Le bateau du Père Jaouen a bel espoir d'être au rassemblement de Brest 2020

Le chantier du Bel Espoir dans l'Aber Vrac'h / © Aurélie Janssens / France 3 Bretagne
Le chantier du Bel Espoir dans l'Aber Vrac'h / © Aurélie Janssens / France 3 Bretagne

Mise à l'eau au printemps 2019 à Concarneau, la nouvelle coque acier du Bel Espoir, a gagné l'Aber Vrac'h cet été. Pour les ateliers AJD, l'aventure continue : jeunes et formateurs vont maintenant la gréer, la motoriser et aménager l'intérieur du bateau. Première virée envisagée : Brest 2020.
 

Par Marc-André Mouchère


C'est ici que le chantier se poursuivra pendant environ deux ans. La nouvelle coque en acier a gagné l'Aber Vrac'h sur la commune de Lannilis cet été. Les ateliers de l'association créée par le Père Jaouen vont maintenant s'activer à la renaissance de ce bateau mythique avec des jeunes en formation professionnelle encadrés par des pros.


24 mois de travaux

Le célèbre voilier du Père Jaouen avait subi les derniers outrages du temps en 2017 dans ce même endroit. Une tempête avait alors renversé sur la vasière la coque de la goélette trois mâts, achetée en 1968 par le Père Jaouen mais dont la construction remontait à 1944. Après études il avait été décidé d'en faire une réplique en acier pour des raisons de coût et de délais afin d'assurer sa mission-première :  faire prendre le large à des jeunes qui en ont besoin.

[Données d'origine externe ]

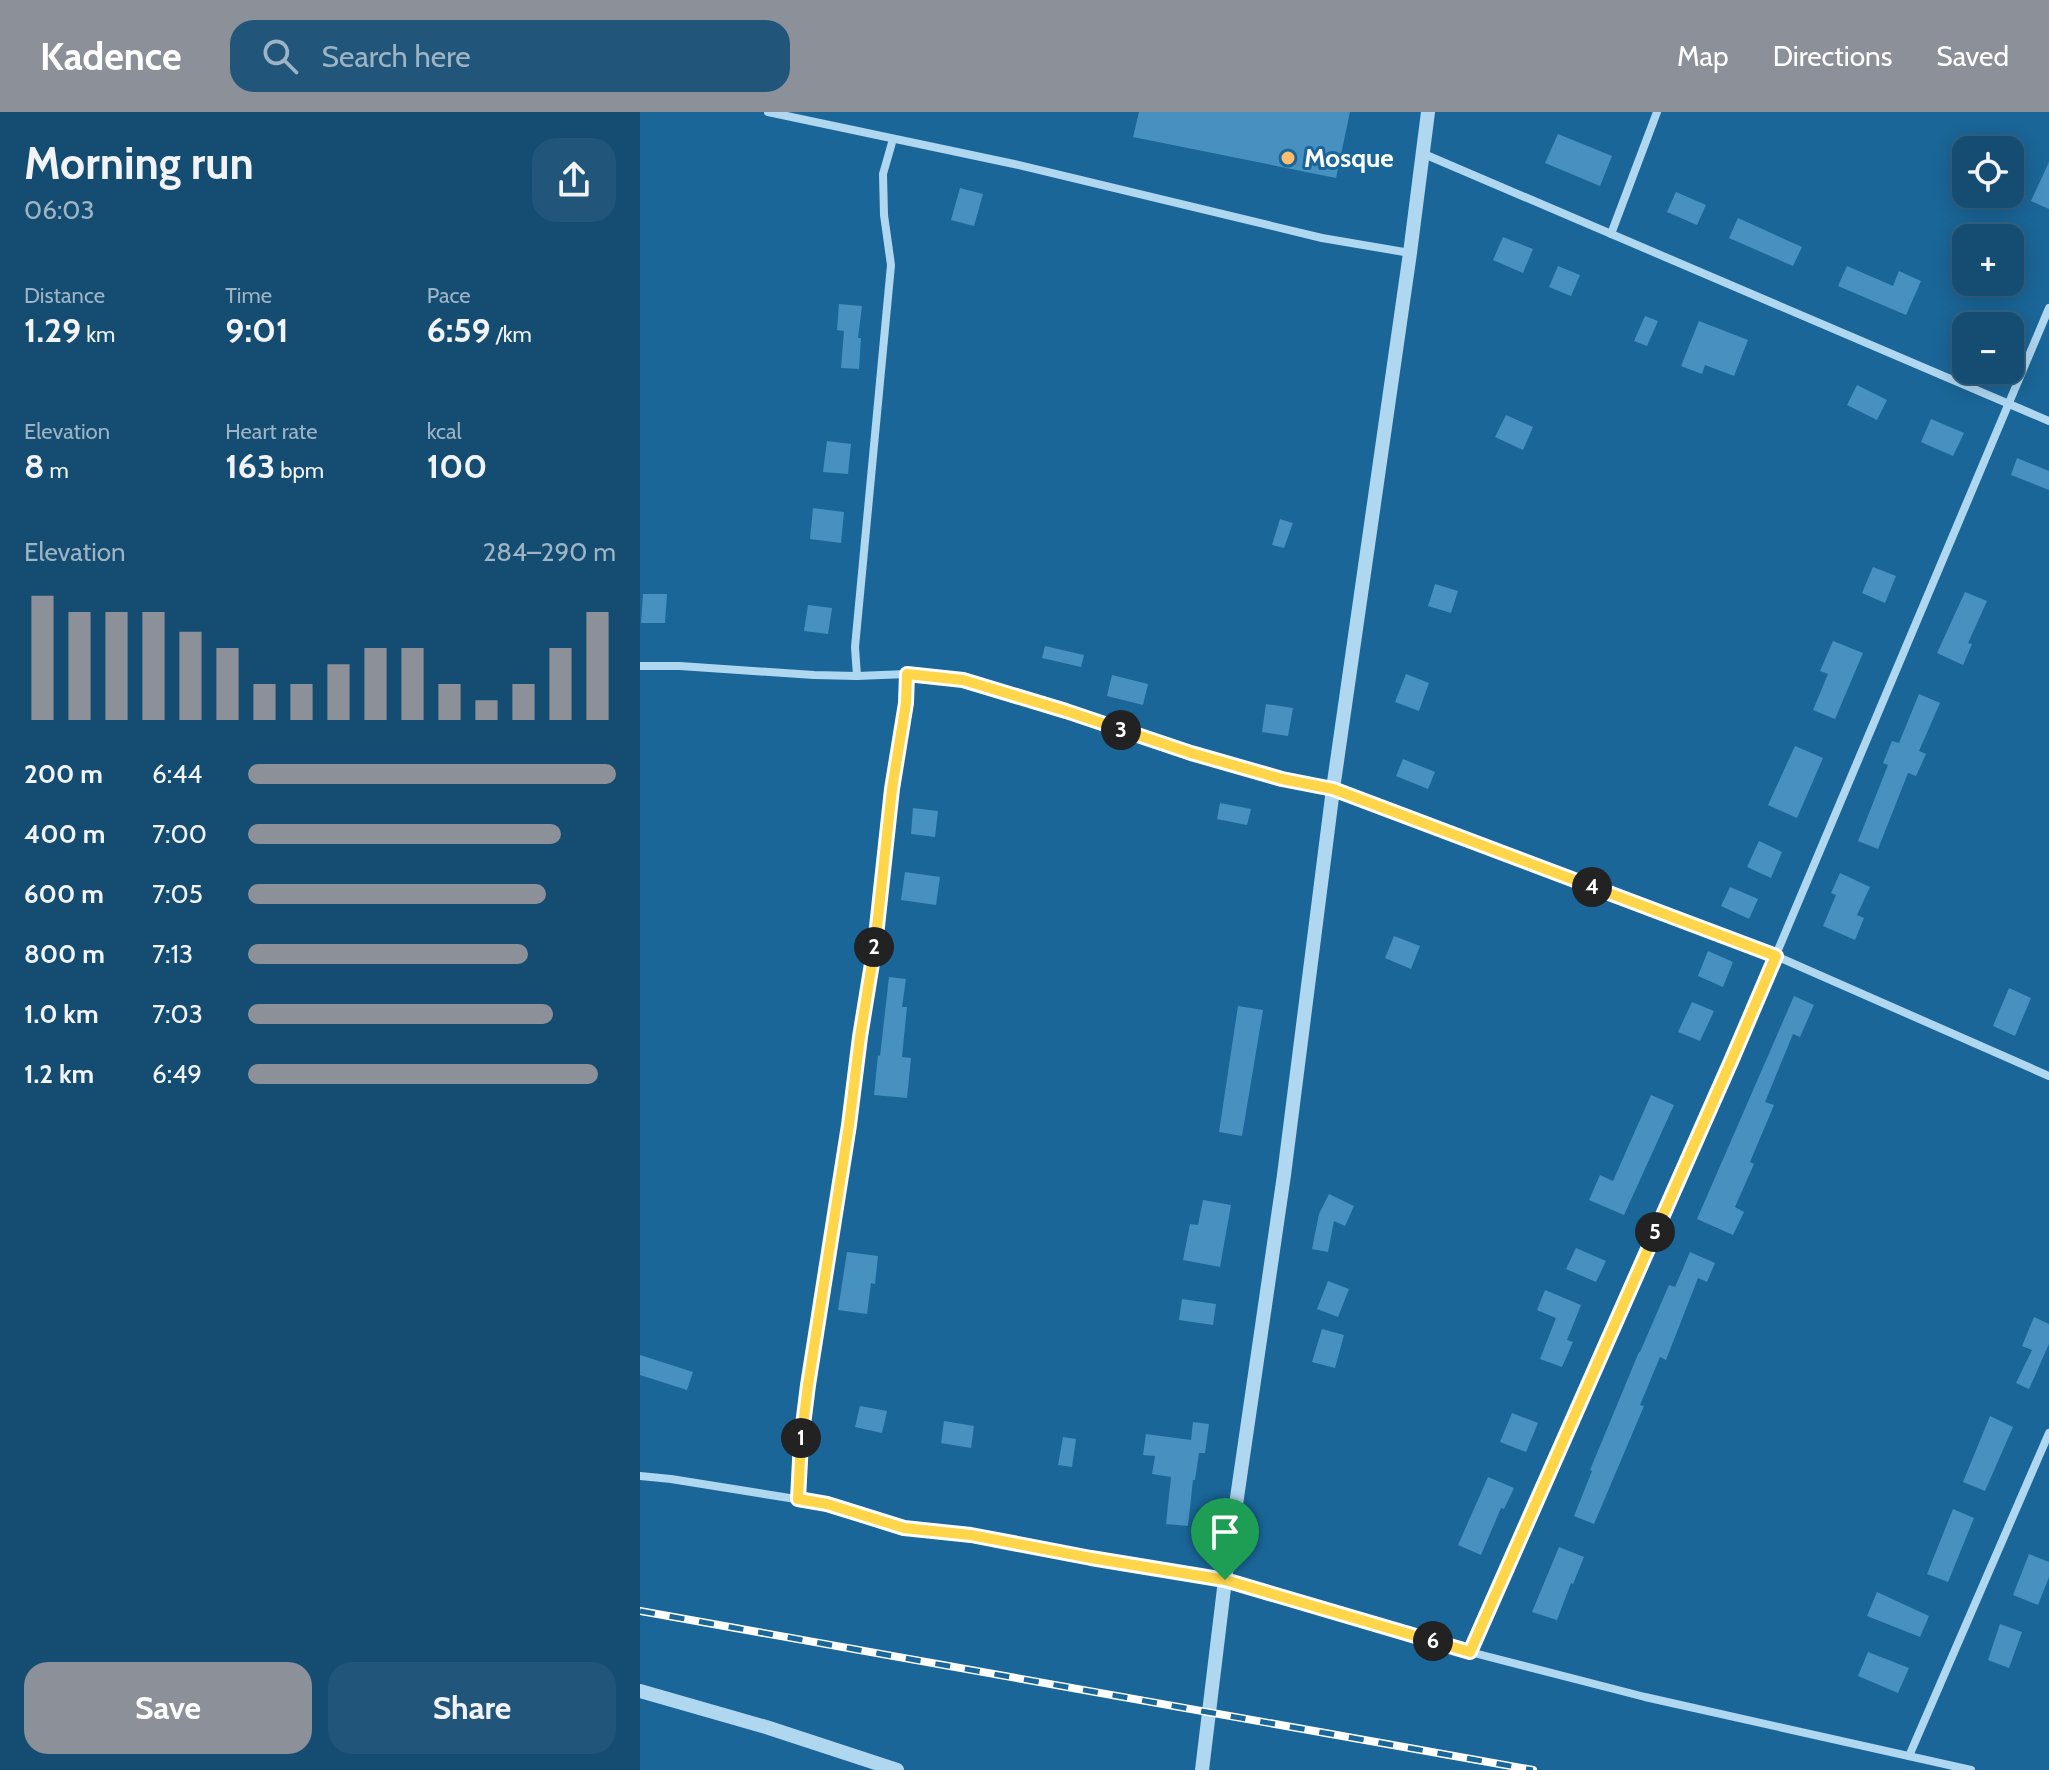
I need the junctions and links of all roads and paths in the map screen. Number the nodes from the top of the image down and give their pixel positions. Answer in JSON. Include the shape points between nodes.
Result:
{"nodes":[{"id":1,"x":768,"y":112,"type":"edge"},
{"id":2,"x":1428,"y":112,"type":"edge"},
{"id":3,"x":1657,"y":112,"type":"edge"},
{"id":4,"x":893,"y":139,"type":"junction"},
{"id":5,"x":1424,"y":154,"type":"junction"},
{"id":6,"x":1611,"y":234,"type":"junction"},
{"id":7,"x":1410,"y":253,"type":"junction"},
{"id":8,"x":2049,"y":308,"type":"edge"},
{"id":9,"x":2008,"y":404,"type":"junction"},
{"id":10,"x":2049,"y":421,"type":"edge"},
{"id":11,"x":640,"y":666,"type":"edge"},
{"id":12,"x":907,"y":674,"type":"junction"},
{"id":13,"x":857,"y":676,"type":"junction"},
{"id":14,"x":1333,"y":789,"type":"junction"},
{"id":15,"x":1776,"y":956,"type":"junction"},
{"id":16,"x":2049,"y":1076,"type":"edge"},
{"id":17,"x":2049,"y":1433,"type":"edge"},
{"id":18,"x":640,"y":1476,"type":"edge"},
{"id":19,"x":798,"y":1499,"type":"junction"},
{"id":20,"x":1225,"y":1580,"type":"junction"},
{"id":21,"x":1470,"y":1652,"type":"junction"},
{"id":22,"x":640,"y":1691,"type":"edge"},
{"id":23,"x":1909,"y":1756,"type":"junction"},
{"id":24,"x":897,"y":1770,"type":"edge"},
{"id":25,"x":1202,"y":1770,"type":"edge"},
{"id":26,"x":1971,"y":1770,"type":"edge"}],
"edges":[{"from":1,"to":4,"type":"street"},
{"from":2,"to":5,"type":"street"},
{"from":3,"to":6,"type":"street"},
{"from":4,"to":7,"type":"street","via":[[1322,238]]},
{"from":4,"to":13,"type":"street","via":[[883,174],[891,265],[855,647]]},
{"from":5,"to":6,"type":"street"},
{"from":5,"to":7,"type":"street"},
{"from":6,"to":9,"type":"street"},
{"from":7,"to":14,"type":"street"},
{"from":8,"to":9,"type":"street"},
{"from":9,"to":10,"type":"street"},
{"from":9,"to":15,"type":"street"},
{"from":11,"to":13,"type":"street"},
{"from":12,"to":13,"type":"street"},
{"from":12,"to":14,"type":"street","via":[[963,680],[1191,753]]},
{"from":12,"to":19,"type":"street","via":[[875,945],[808,1385]]},
{"from":14,"to":15,"type":"street"},
{"from":14,"to":20,"type":"street"},
{"from":15,"to":16,"type":"street"},
{"from":15,"to":21,"type":"street"},
{"from":17,"to":23,"type":"street"},
{"from":18,"to":19,"type":"street"},
{"from":19,"to":20,"type":"street","via":[[904,1528]]},
{"from":20,"to":21,"type":"street"},
{"from":20,"to":25,"type":"street"},
{"from":21,"to":23,"type":"street"},
{"from":22,"to":24,"type":"street"},
{"from":23,"to":26,"type":"street"}]}
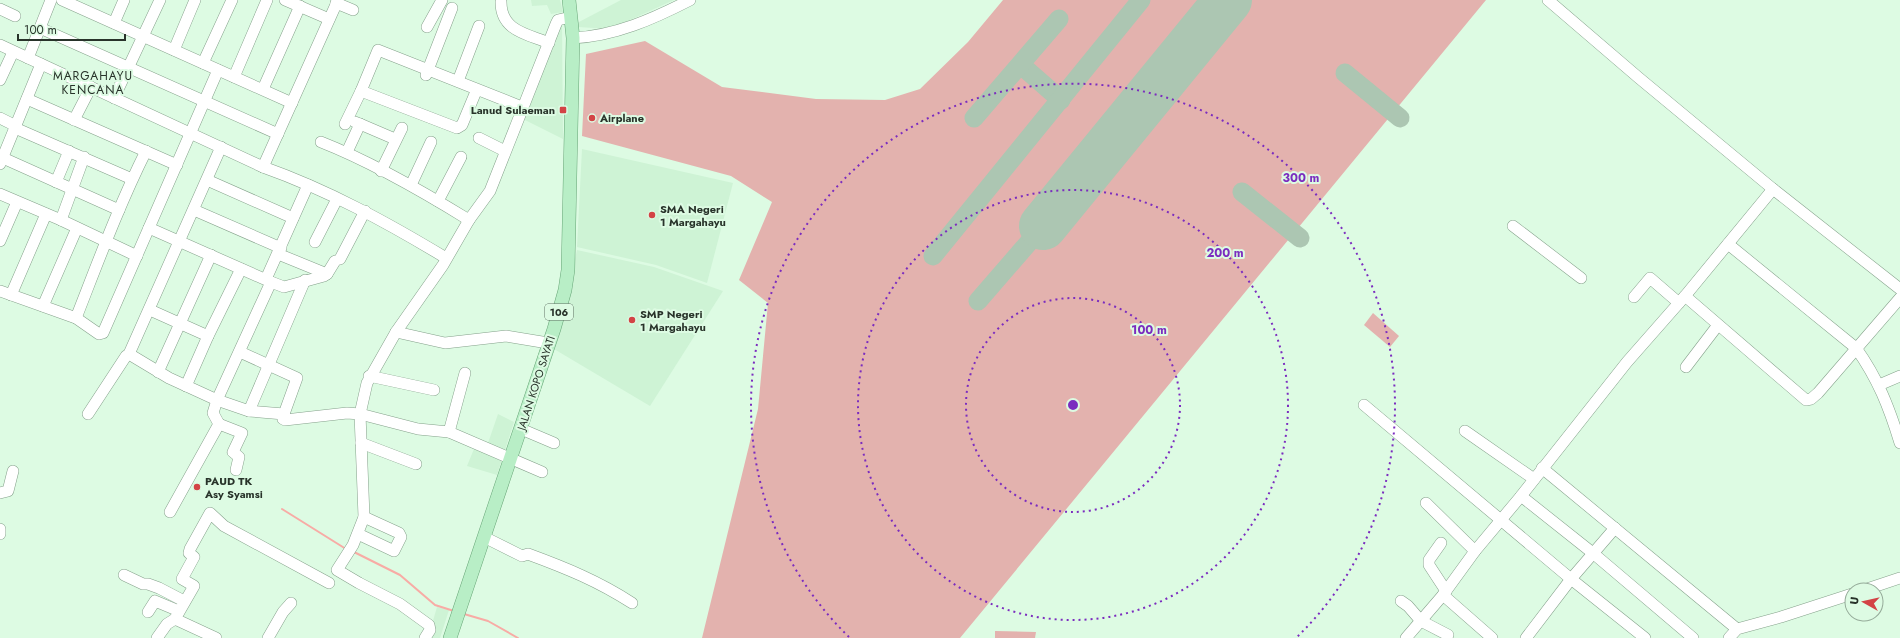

Les Chantiers Piriou ont mené à bien la première phase du projet. C'est une coque en acier qui n'est pas plus lourde que celle d'origine et le bateau retrouvera la même maniablité.

La phase suivante du chantier prendra 24 mois. Il va falloir remonter le gréement d'origine du trois mât goélette.
 

À mi-parcours, un objectif fixé pour l'été prochain : participer à BREST 2020

C'est encore un défi, mais si les travaux avancent comme prévu et si le trois-mâts peut hisser ses voiles pour l'été prochain, alors le Bel Espoir II pourra se mettre à quai au port de Brest pour renouer avec le public.

C'est Ziton, le chef du chantier, qui le dit : « D’ici le rassemblement, la motorisation sera fonctionnelle et le gréement sera en place. Mais on n’aura pas fait l’aménagement. Ce sera un chantier mais on a envie de montrer aux gens aussi ce que c’est un chantier. On fera tout pour y aller quoi ! »

Refaire tout l'habillage et réaménager l'intérieur de la coque, c'est bel et bien un gros chantier de menuiserie pour l'équipe. Un chantier propice à l'apprentissage, cher à l'association. Accompagnés de leurs formateurs, les stagiaires se relaieront au sein d'une équipe tournante d'une vingtaine de personnes. Et cette phase-là, c'est déjà la vocation de l'association.
 

Le plaisir d'apprendre et de partager une même aventure

Pour Noémie, 21 ans, ce chantier est une chance : « On n'a pas besoin de s'y connaitre à l’avance pour venir apprendre ici et ça, c’est vraiment un truc super.»

Louis, lui aussi apprenti menuisier, acquièce « On est là dans la même motivation, pour travailler tous ensemble sur ce bateau. Peut-être qu’un jour, quand je reviendrai navigner dessus, je me dirais j’ai travaillé sur ce bateau. Mais pour l’instant, on est juste là pour faire et apprendre en faisant.»
 

Rendez-vous à Brest l'été prochain

Sur les quais de Brest, le grand public pourra sans doute découvrir la motivation des jeunes en formation et la passion qui les anime.
Côté financement, la construction de la coque de ce Bel Espoir aura couté 750 000 euros, et l'association, qui ne touche aucune subvention, a toujours besoin de la générosité des donateurs pour réunir un budget à hauteur de ses objectifs.